L’ASVITTO se réjouit de cette décision et exprime toute sa gratitude envers les avocats, Me Raphaël Nyama KPANDE-ADZARE et Me Elom Koffi KPADE, pour leur professionnalisme, leur sollicitude et leur dévouement à la défense des valeurs humaines et à la cause des opprimés.

 

L’ASVITTO exprime également sa reconnaissance à l’organisation Amnesty International pour son soutien multiforme dans l’accompagnement des victimes d’actes de torture.

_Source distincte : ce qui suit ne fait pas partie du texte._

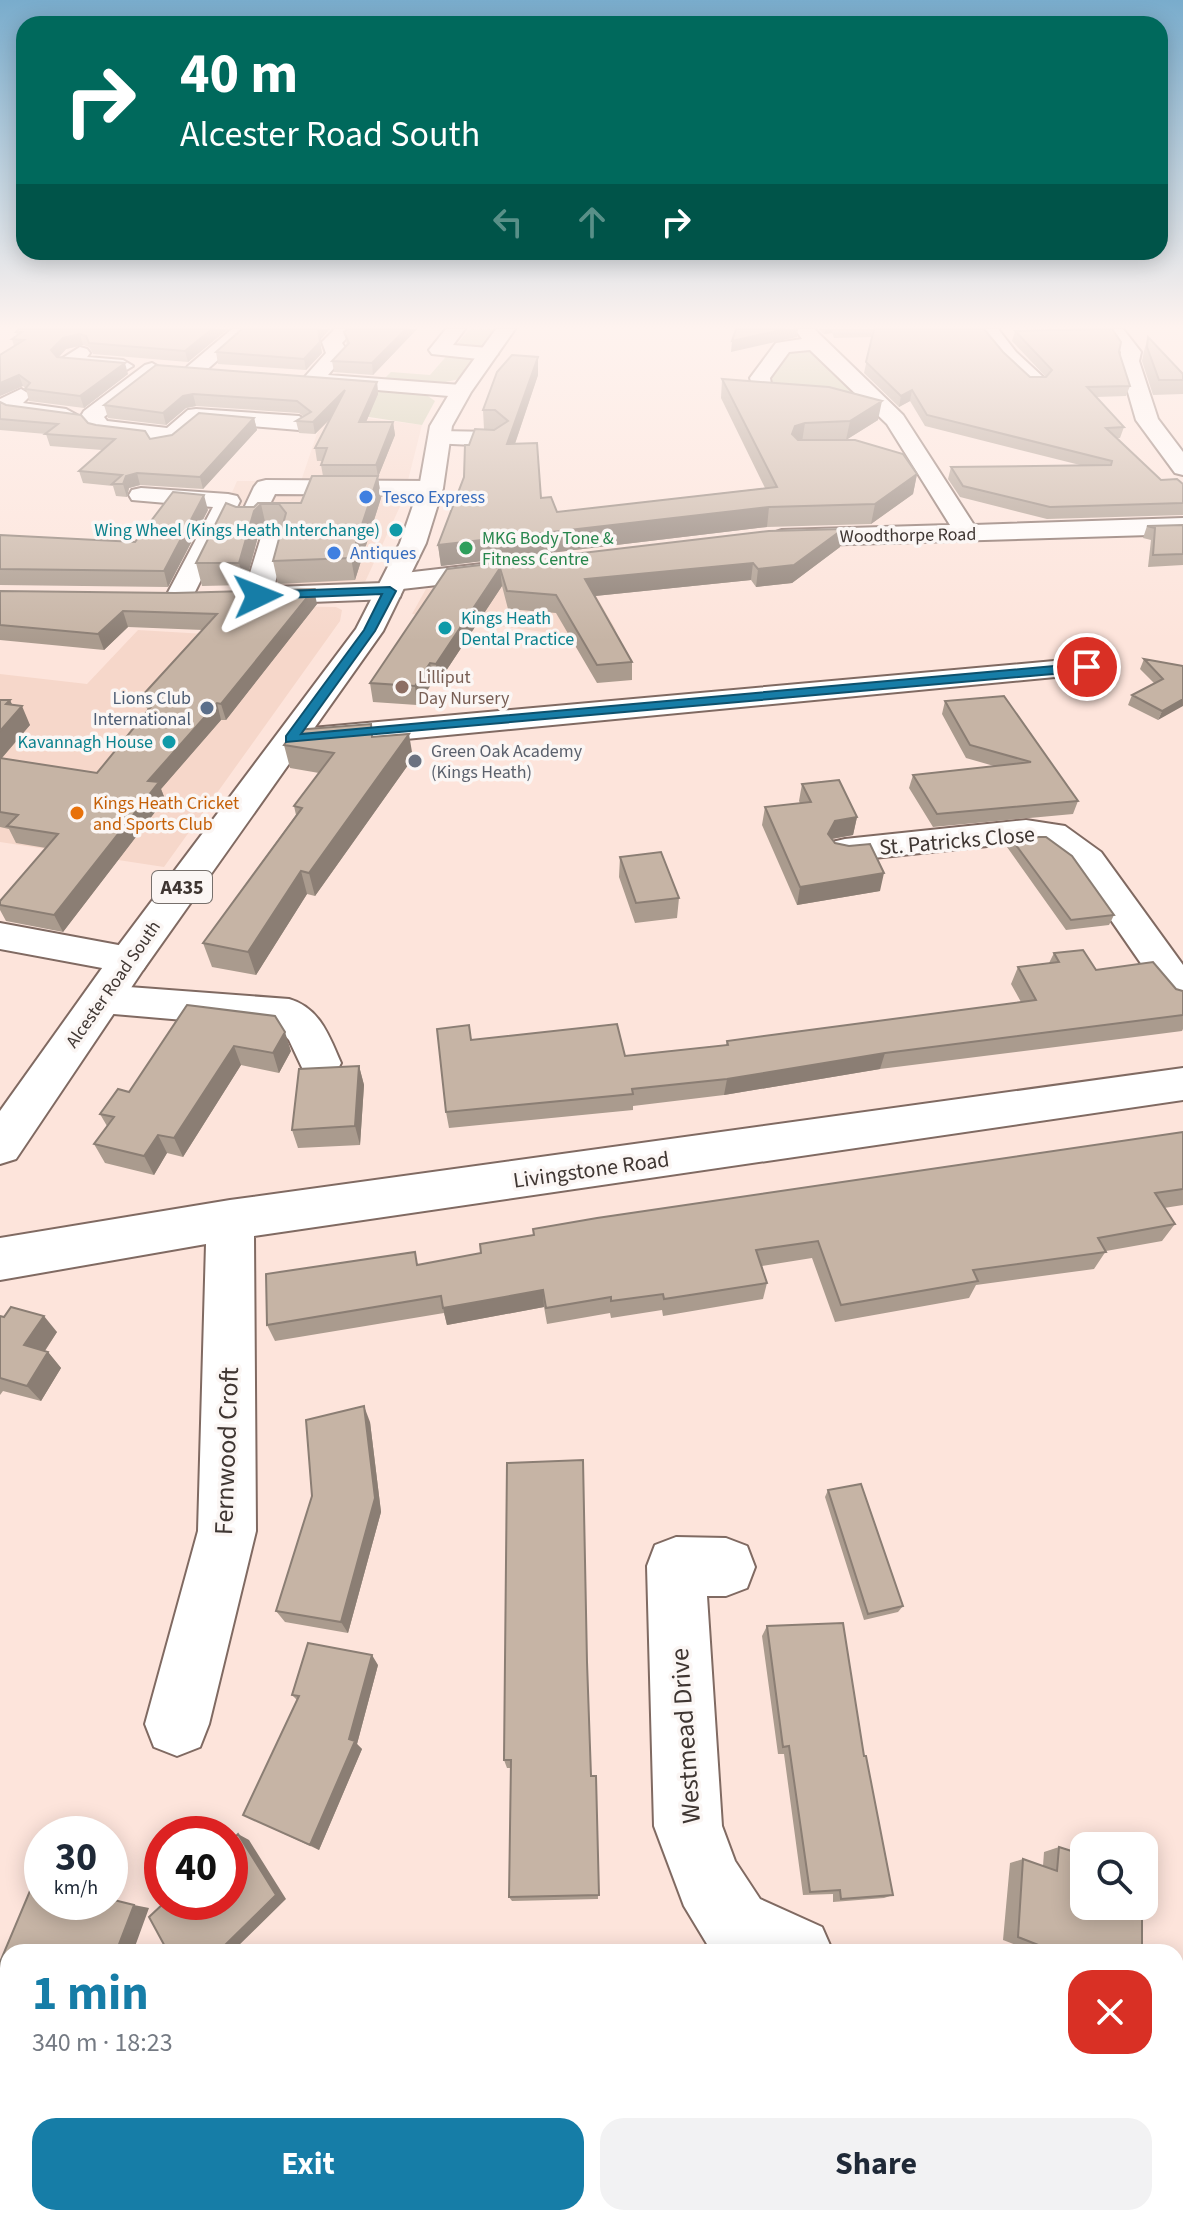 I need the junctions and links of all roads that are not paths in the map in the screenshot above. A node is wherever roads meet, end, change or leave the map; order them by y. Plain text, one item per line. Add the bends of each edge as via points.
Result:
1 (152, 433) edge
2 (174, 433) edge
3 (440, 433) edge
4 (907, 433) edge
5 (1157, 433) edge
6 (439, 438) junction
7 (495, 439) edge
8 (925, 451) junction
9 (890, 457) edge
10 (1183, 468) edge
11 (431, 488) junction
12 (141, 495) dead end
13 (250, 521) edge
14 (1183, 526) edge
15 (967, 533) junction
16 (275, 534) dead end
17 (752, 540) edge
18 (522, 568) edge
19 (393, 586) junction
20 (258, 596) junction
21 (179, 598) junction
22 (148, 599) edge
23 (1087, 667) dead end
24 (291, 739) junction
25 (845, 850) edge
26 (0, 936) edge
27 (129, 960) junction
28 (1183, 994) edge
29 (102, 999) junction
30 (320, 1063) dead end
31 (1183, 1084) edge
32 (0, 1146) edge
33 (230, 1220) junction
34 (0, 1259) edge
35 (726, 1567) dead end
36 (177, 1724) dead end
37 (779, 1944) edge

1 - 2 main road
3 - 6 main road, Alcester Road South / A435
4 - 8 main road
5 - 10 main road
6 - 7 main road
6 - 11 main road, Alcester Road South / A435
8 - 9 main road
8 - 15 main road
11 - 13 main road via 266,487
11 - 19 main road, Alcester Road South / A435
12 - 21 main road via 228,501
14 - 15 main road, Woodthorpe Road
15 - 17 main road, Woodthorpe Road
16 - 20 main road
18 - 19 main road
19 - 20 main road
19 - 24 main road, Alcester Road South / A435 via 369,631
20 - 21 main road
21 - 22 main road
23 - 24 main road
24 - 27 main road, Alcester Road South / A435
25 - 28 main road, St. Patricks Close via 1026,831 1053,834 1088,860
26 - 27 main road
27 - 29 main road, Alcester Road South / A435
29 - 30 main road via 289,1014 307,1032
29 - 32 main road, Alcester Road South / A435
31 - 33 main road, Livingstone Road
33 - 34 main road, Livingstone Road
33 - 36 main road, Fernwood Croft via 227,1531
35 - 37 main road, Westmead Drive via 676,1566 688,1826 708,1882 735,1924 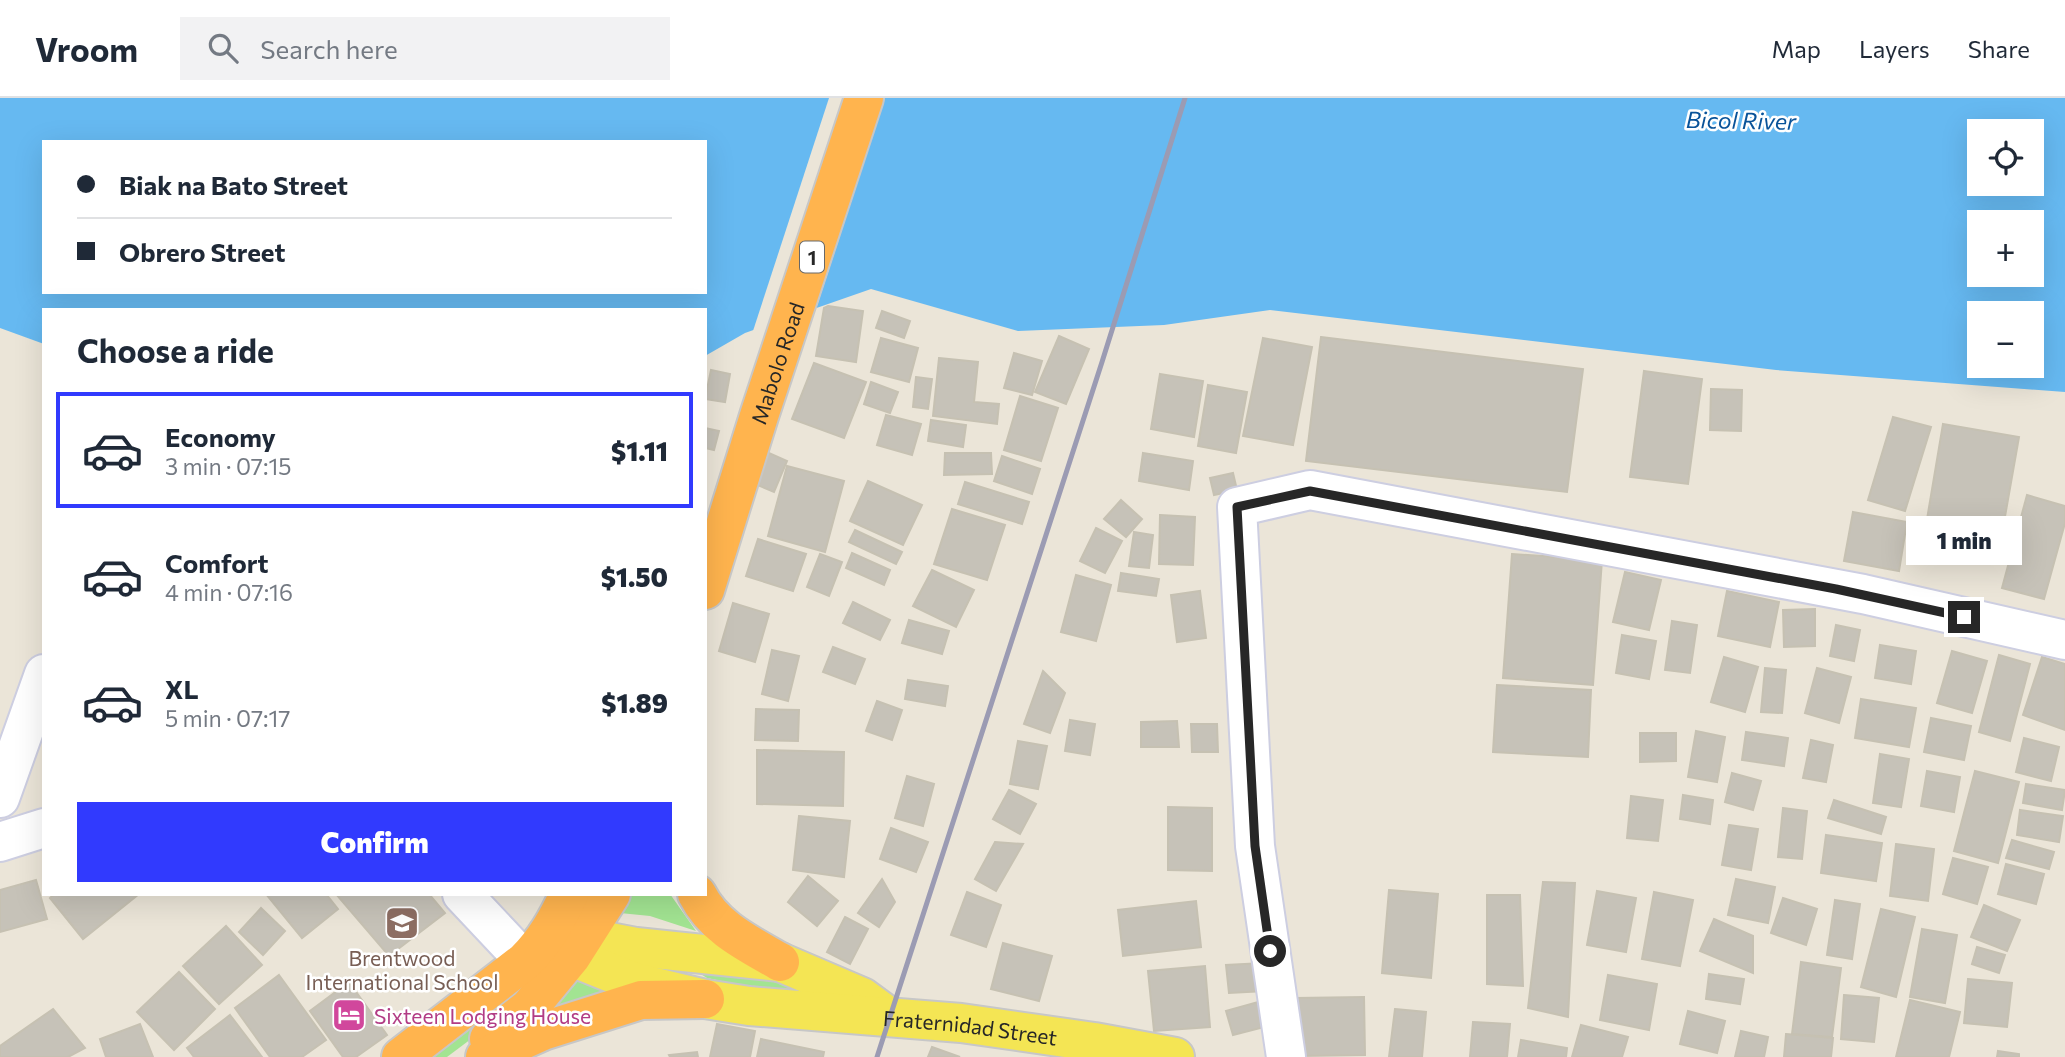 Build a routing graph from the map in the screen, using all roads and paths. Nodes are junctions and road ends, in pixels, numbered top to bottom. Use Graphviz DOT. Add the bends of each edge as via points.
graph roads {
  1 [pos="864,98"];
  2 [pos="707,584"];
  3 [pos="2065,640"];
  4 [pos="42,685"];
  5 [pos="31,748"];
  6 [pos="0,798"];
  7 [pos="42,829"];
  8 [pos="0,842"];
  9 [pos="467,896"];
  10 [pos="608,896"];
  11 [pos="698,896"];
  12 [pos="557,936"];
  13 [pos="780,962"];
  14 [pos="705,999"];
  15 [pos="889,1017"];
  16 [pos="401,1057"];
  17 [pos="465,1057"];
  18 [pos="485,1057"];
  19 [pos="1174,1057"];
  20 [pos="1286,1057"];
  1 -- 2 [label="highway, Mabolo Road / 1"];
  3 -- 20 [label="street" via="1863,594 1310,491 1237,507 1255,846"];
  4 -- 5 [label="street"];
  5 -- 6 [label="street"];
  7 -- 8 [label="street"];
  9 -- 12 [label="street"];
  10 -- 12 [label="highway"];
  11 -- 13 [label="highway" via="704,909 729,932"];
  12 -- 13 [label="main road, Fraternidad Street"];
  12 -- 14 [label="main road" via="634,982"];
  12 -- 16 [label="highway"];
  12 -- 17 [label="highway" via="529,1008"];
  13 -- 15 [label="main road, Fraternidad Street" via="862,997"];
  14 -- 15 [label="main road"];
  14 -- 18 [label="highway" via="641,1000 543,1031"];
  15 -- 19 [label="main road, Fraternidad Street" via="961,1023"];
} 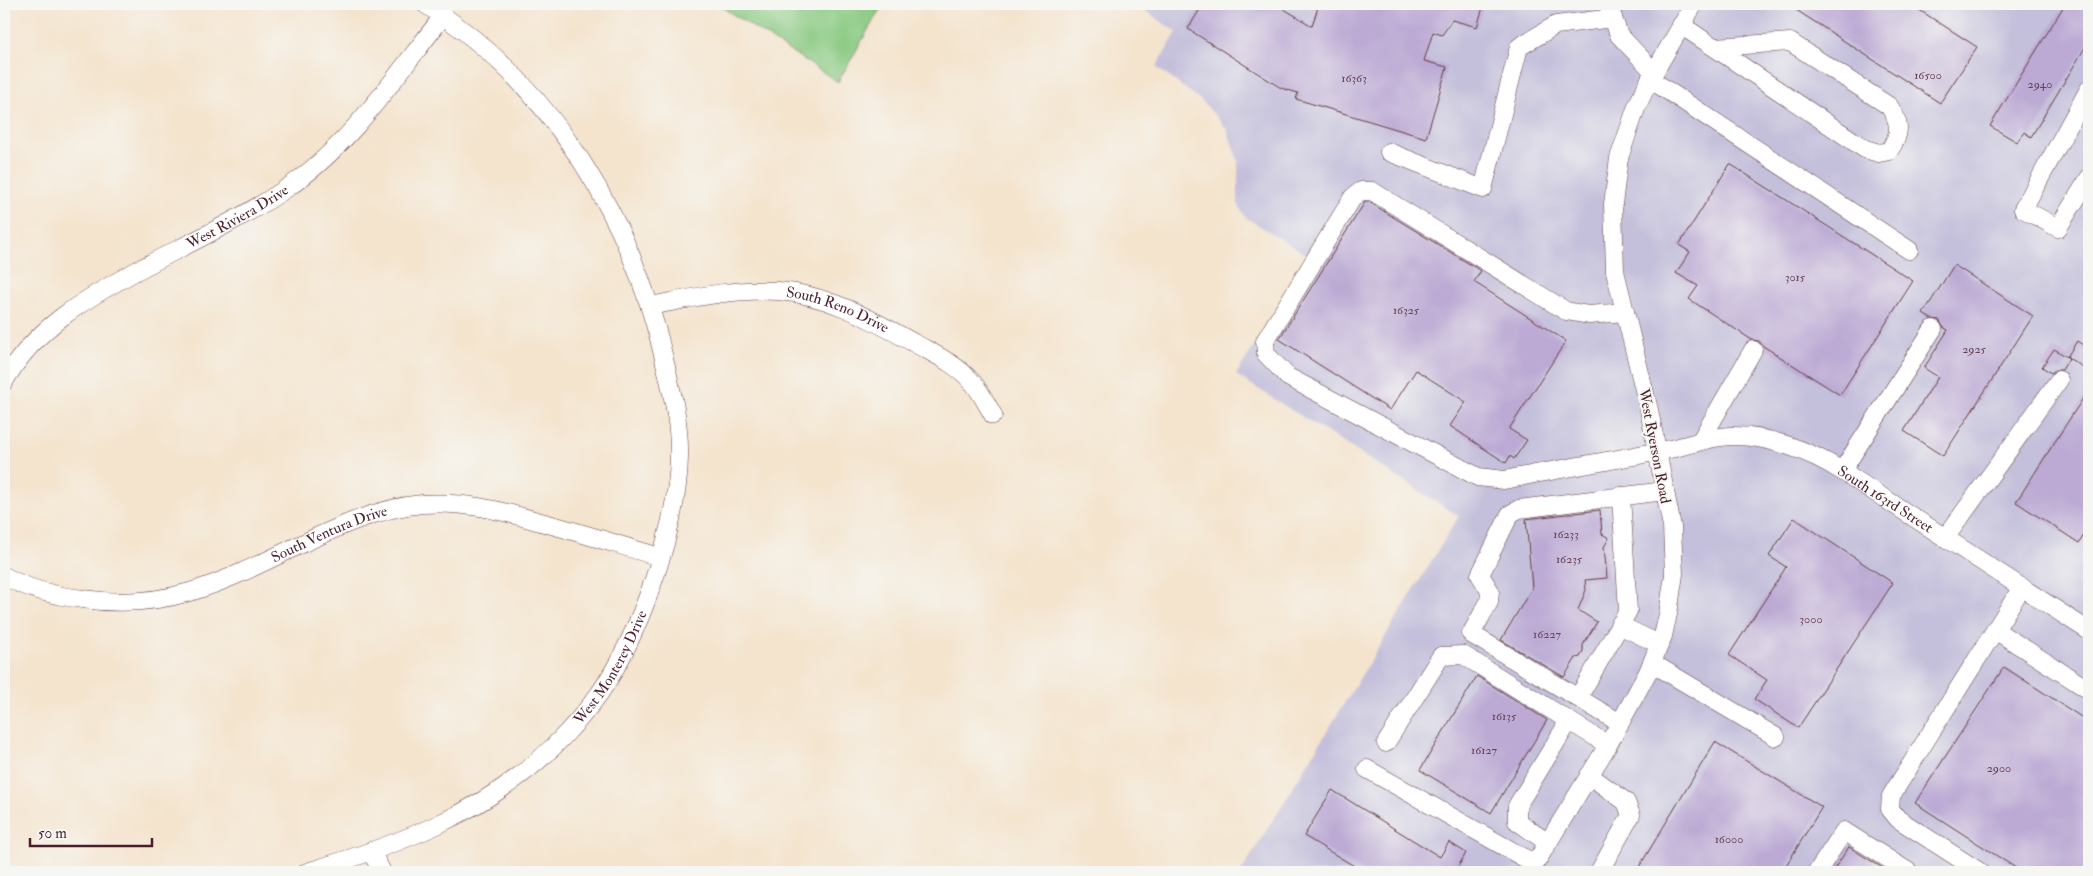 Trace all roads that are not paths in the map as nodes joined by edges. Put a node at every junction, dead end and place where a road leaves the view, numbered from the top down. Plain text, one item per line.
1 (425, 4) edge
2 (1694, 4) edge
3 (1611, 11) edge
4 (444, 15) junction
5 (1681, 25) junction
6 (1714, 47) junction
7 (1652, 76) junction
8 (2089, 89) edge
9 (1389, 152) dead end
10 (2089, 178) edge
11 (1909, 250) dead end
12 (650, 306) junction
13 (1625, 312) junction
14 (1933, 329) dead end
15 (1753, 350) dead end
16 (2059, 380) dead end
17 (4, 382) edge
18 (993, 415) dead end
19 (1701, 440) junction
20 (1657, 450) junction
21 (1842, 471) junction
22 (1665, 490) junction
23 (1621, 496) junction
24 (1946, 537) junction
25 (660, 557) junction
26 (4, 576) edge
27 (2022, 587) junction
28 (1619, 626) junction
29 (1995, 630) junction
30 (2089, 631) edge
31 (1659, 644) junction
32 (1652, 663) junction
33 (2089, 689) edge
34 (1578, 698) junction
35 (1569, 721) junction
36 (1620, 724) junction
37 (1776, 737) dead end
38 (1386, 743) dead end
39 (1608, 745) junction
40 (1367, 769) dead end
41 (1589, 775) junction
42 (1548, 843) junction
43 (372, 852) junction
44 (1533, 868) edge
45 (307, 872) edge
46 (382, 872) edge
47 (1599, 872) edge
48 (1817, 872) edge
49 (1909, 872) edge
50 (1980, 872) edge

1 - 4 street, West Monterey Drive
2 - 5 street, West Ryerson Road
3 - 7 street
3 - 9 street
4 - 12 street, West Monterey Drive
4 - 17 street, West Riviera Drive
5 - 6 street
5 - 7 street, West Ryerson Road
6 - 6 street
7 - 11 street
7 - 13 street, West Ryerson Road
8 - 10 street
12 - 18 street, South Reno Drive
12 - 25 street, West Monterey Drive
13 - 20 street, West Ryerson Road
13 - 20 street, South 163rd Street
14 - 21 street
15 - 19 street
16 - 24 street
19 - 20 street, South 163rd Street
19 - 21 street, South 163rd Street
20 - 22 street, West Ryerson Road
21 - 24 street, South 163rd Street
22 - 23 street
22 - 31 street, West Ryerson Road
23 - 28 street
23 - 34 street
24 - 27 street, South 163rd Street
25 - 26 street, South Ventura Drive
25 - 43 street, West Monterey Drive
27 - 29 street
27 - 30 street, South 163rd Street
28 - 31 street
28 - 34 street
29 - 33 street
29 - 50 street
31 - 32 street, West Ryerson Road
32 - 36 street, West Ryerson Road
32 - 37 street
34 - 36 street
35 - 38 street
35 - 39 street
35 - 42 street
36 - 39 street, West Ryerson Road
39 - 41 street, West Ryerson Road
40 - 44 street
41 - 42 street, West Ryerson Road
41 - 47 street
42 - 44 street, West Ryerson Road
43 - 45 street, West Monterey Drive
43 - 46 street
48 - 49 street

Cette décision de la Cour de justice de la CEDEAO marque un pas important vers la justice et la réparation pour les victimes de torture au Togo, tout en renforçant l’espoir d’une lutte continue contre les violations des droits humains.

 

 

COMMUNIQUE

 

L’Association des Victimes de la Torture au Togo (ASVITTO), vient porter à la connaissance de l’opinion nationale et internationale que la Cour de justice de CEDEAO a rendu une décision ce jour 7 juin 2023 dans l’affaire ECW/CCJ/APP/45/22 : Akohsi Sakibou & 9 Autre c/ République Togolaise.

 

La Cour a largement fait droit aux prétentions des requérants en ordonnant à l’État togolais de procéder « immédiatement, sans délai et sans condition » la libération des nommés AKOHSI Sakibou, ALASSANI Awali, AMIDOU Idrissou, DJOKOTO Komla Victor, DOUMASSI Yao, NAMBEA Leyla Méhiouwa, OUATTARA Abwdou-Fadel, OURO-ADJANA Arimiyao, TCHAGNAOU Aboubakar, YAKOUBOU Akililou.

 

La haute juridiction communautaire a en outre enjoint à l’État du Togo d’investiguer sur les actes de torture, de traitements cruels, inhumains et dégradants dont ont été victimes les requérants, afin que les présumés auteurs de ces actes soient poursuivis et punis conformément aux lois en vigueur, ce qui est une grande première en matière de lutte contre la torture et l’impunité au Togo.

 

Enfin et en guise de réparation, la Cour de justice de la CEDEAO a ordonné a l’État du Togo de servir aux requérants une indemnisation pécuniaire.

 

 

Pour rappel, arrêtés pour prétendue atteinte à la sûreté de l’État, les personnes susnommées ont déposé un recours devant la Cour de justice de la CEDEAO qui siège à Abuja au Nigeria pour violations et atteintes à leur droit à l’intégrité physique et mentale, à leur droit de ne pas être soumis aux actes de torture, aux traitements cruels, inhumains et dégradants, à leur droit de ne pas être arbitrairement arrêtés et détenus, à leur droit à un procès équitable, à la présomption d’innocence, ainsi qu’à leur droit à un recours effectif et à être entendu dans un délai raisonnable.

 

L’ASVITTO se félicite de cette décision et exprime toute sa gratitude aux avocats, Me Raphaël Nyama KPANDE-ADZARE et Me Elom Koffi KPADE pour leur professionnalisme, leur sollicitude, ainsi que leur volonté à porter les valeurs humaines et à défendre la cause des opprimés.

 

 

L’ASVITTO exprime également toute sa reconnaissance à l’Organisation Amnesty International pour ses appuis multiformes dans l’accompagnement des victimes d’actes de torture.